How it could be implemented
We would need a separate class library project that would only contain interfaces that we need in order for plugin to communicate with the main NugetForUnity code. That project would need to be built into a dll and installed as a dll with NugetForUnity. It has to be a dll because the plugins need to be dlls so that they can also be loaded from the CLI version.
NugetForUnity could have a setting telling where to look for plugins in the current project. It might even be useful to list and explicitly enable plugins in the preferences window so you can have an option of having plugin code in the project but temporarily deactivating it.

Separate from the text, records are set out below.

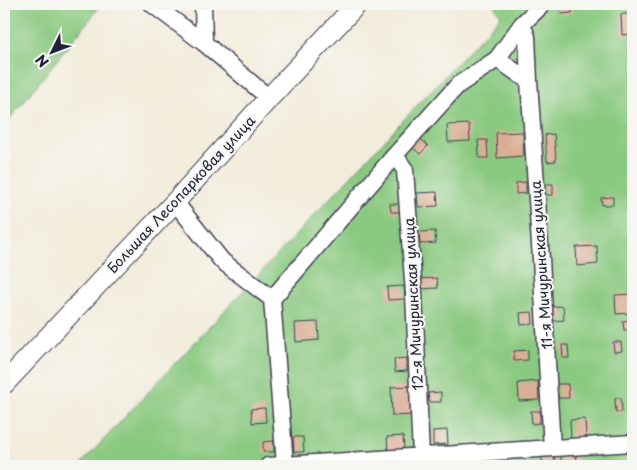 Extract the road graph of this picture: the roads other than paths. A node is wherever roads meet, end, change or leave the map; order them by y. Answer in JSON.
{"nodes":[{"id":1,"x":152,"y":4,"type":"edge"},
{"id":2,"x":203,"y":4,"type":"edge"},
{"id":3,"x":357,"y":4,"type":"edge"},
{"id":4,"x":543,"y":4,"type":"edge"},
{"id":5,"x":522,"y":24,"type":"junction"},
{"id":6,"x":204,"y":43,"type":"junction"},
{"id":7,"x":497,"y":59,"type":"junction"},
{"id":8,"x":528,"y":81,"type":"junction"},
{"id":9,"x":269,"y":98,"type":"junction"},
{"id":10,"x":396,"y":155,"type":"junction"},
{"id":11,"x":175,"y":202,"type":"junction"},
{"id":12,"x":272,"y":299,"type":"junction"},
{"id":13,"x":4,"y":384,"type":"edge"},
{"id":14,"x":633,"y":443,"type":"edge"},
{"id":15,"x":552,"y":448,"type":"junction"},
{"id":16,"x":421,"y":457,"type":"junction"},
{"id":17,"x":285,"y":465,"type":"junction"},
{"id":18,"x":268,"y":466,"type":"edge"}],
"edges":[{"from":1,"to":6,"type":"street"},
{"from":2,"to":6,"type":"street"},
{"from":3,"to":9,"type":"main road","name":"Большая Лесопарковая улица"},
{"from":4,"to":5,"type":"street"},
{"from":5,"to":7,"type":"street"},
{"from":5,"to":8,"type":"street","name":"11-я Мичуринская улица"},
{"from":6,"to":9,"type":"street"},
{"from":7,"to":8,"type":"street"},
{"from":7,"to":10,"type":"street"},
{"from":8,"to":15,"type":"street","name":"11-я Мичуринская улица"},
{"from":9,"to":11,"type":"main road","name":"Большая Лесопарковая улица"},
{"from":10,"to":12,"type":"street"},
{"from":10,"to":16,"type":"street","name":"12-я Мичуринская улица"},
{"from":11,"to":12,"type":"street"},
{"from":11,"to":13,"type":"main road","name":"Большая Лесопарковая улица"},
{"from":12,"to":17,"type":"street"},
{"from":14,"to":15,"type":"street"},
{"from":15,"to":16,"type":"street"},
{"from":16,"to":17,"type":"street"},
{"from":17,"to":18,"type":"street"}]} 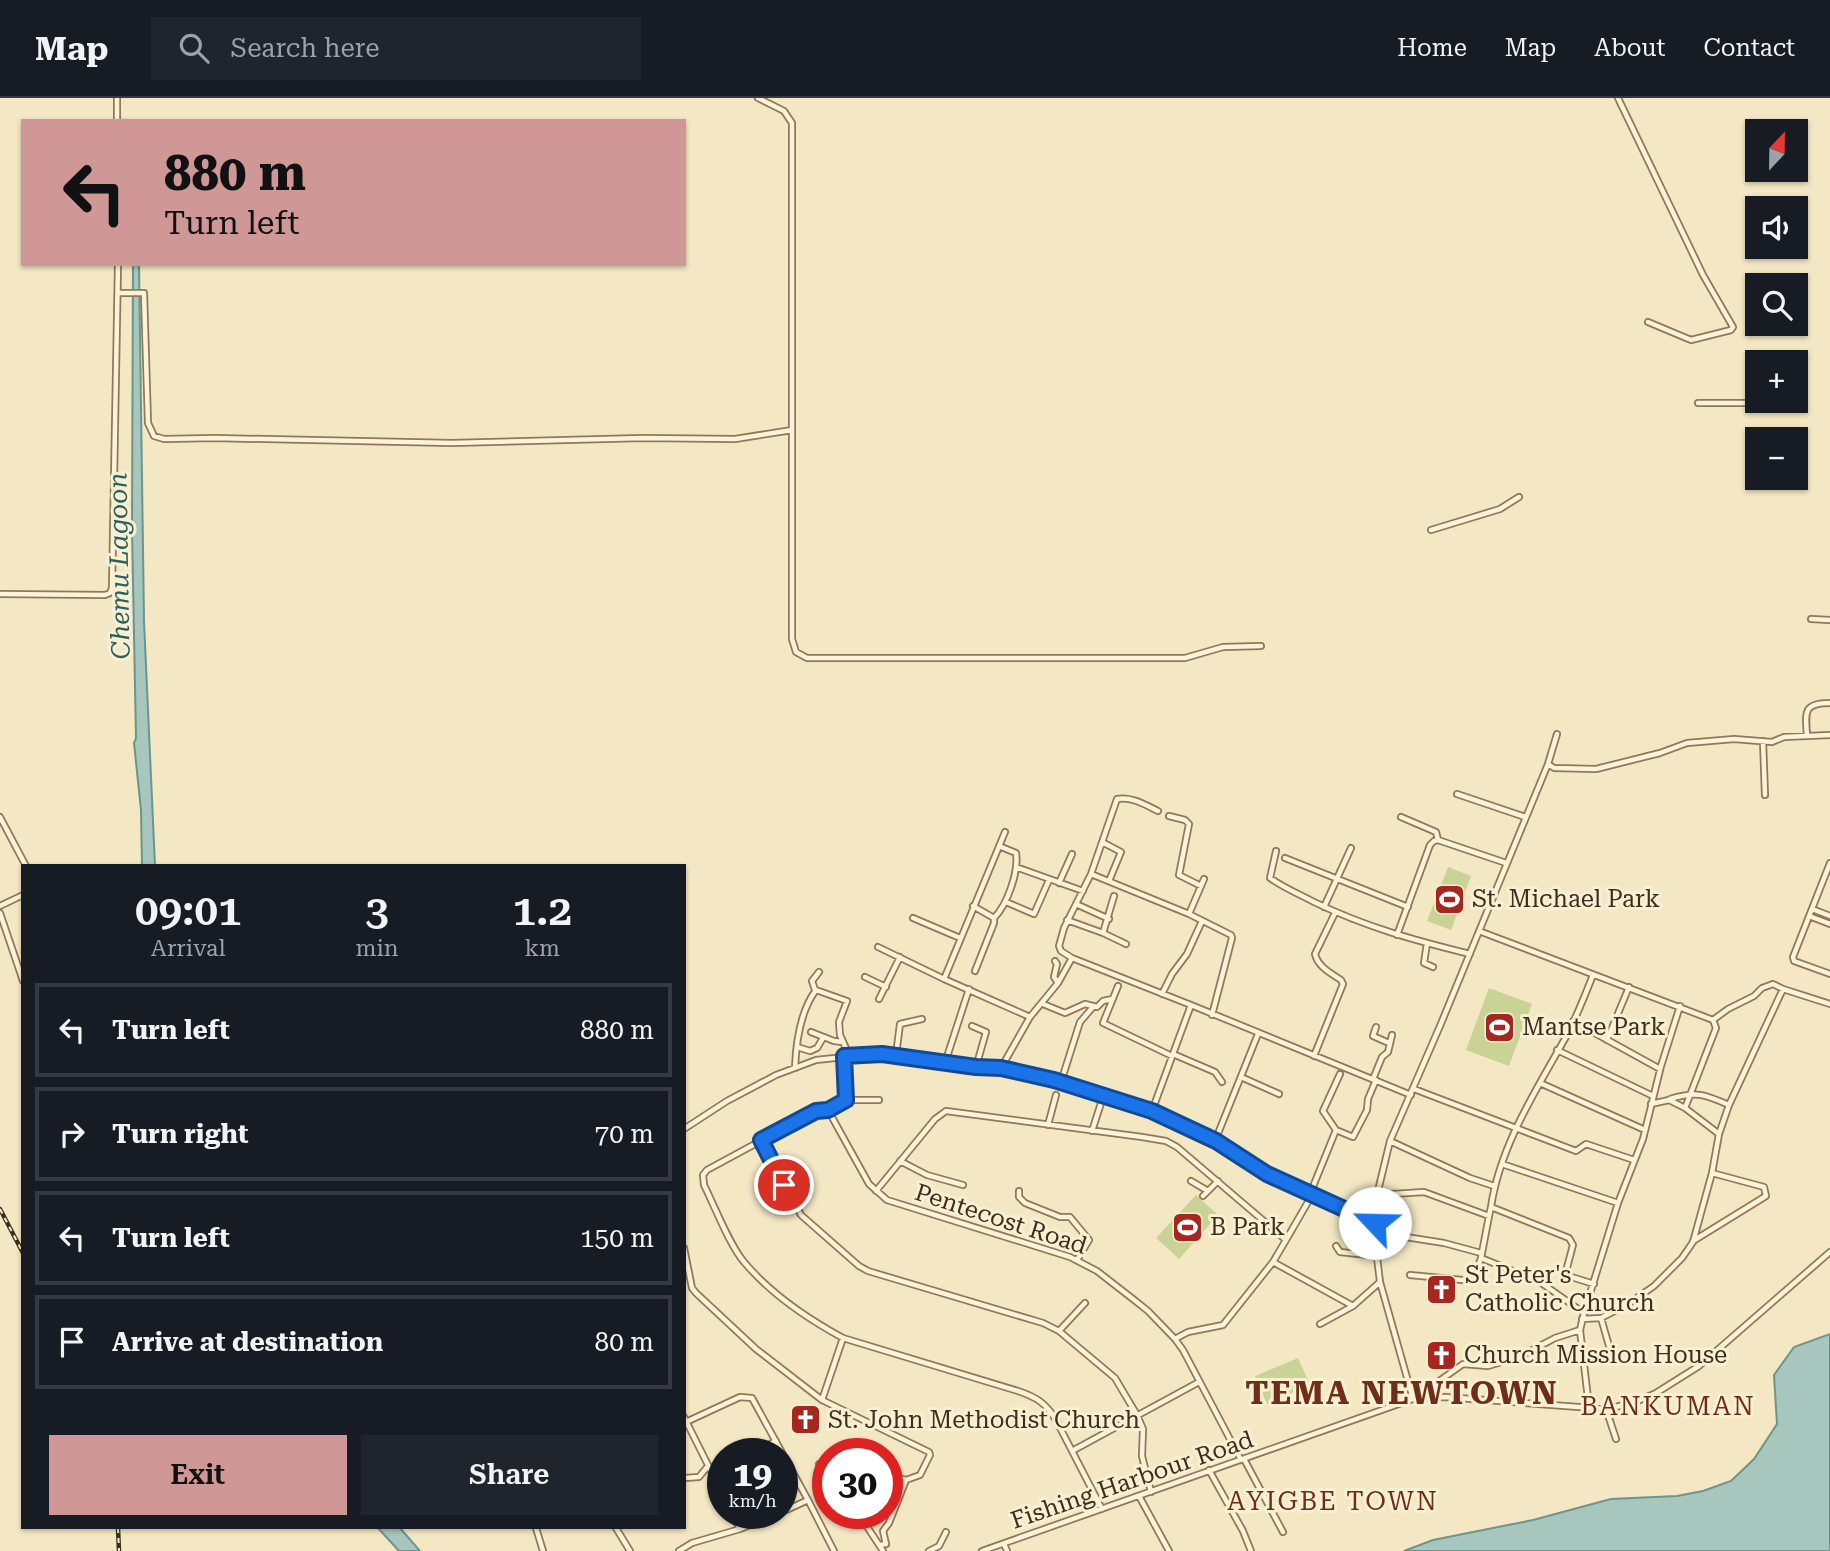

The CLI version would manually load the dlls from that folder and in Unity we would just get a reference to Assembly objects that Unity already loaded and in them we could find a class that has some
[NugetPlugin]
attribute or implements some INugetPlugin interface for example. It would use some kind of Register calls so that each plugin can register callbacks it is interested in so that it can add additional buttons to DrawPackage method, or handle how are some files extracted or cleaned up in its own way.We would then just need to define what extension points we want to provide and implement those, plus we should make it so that new extension points can be added in the future without breaking backwards compatibility.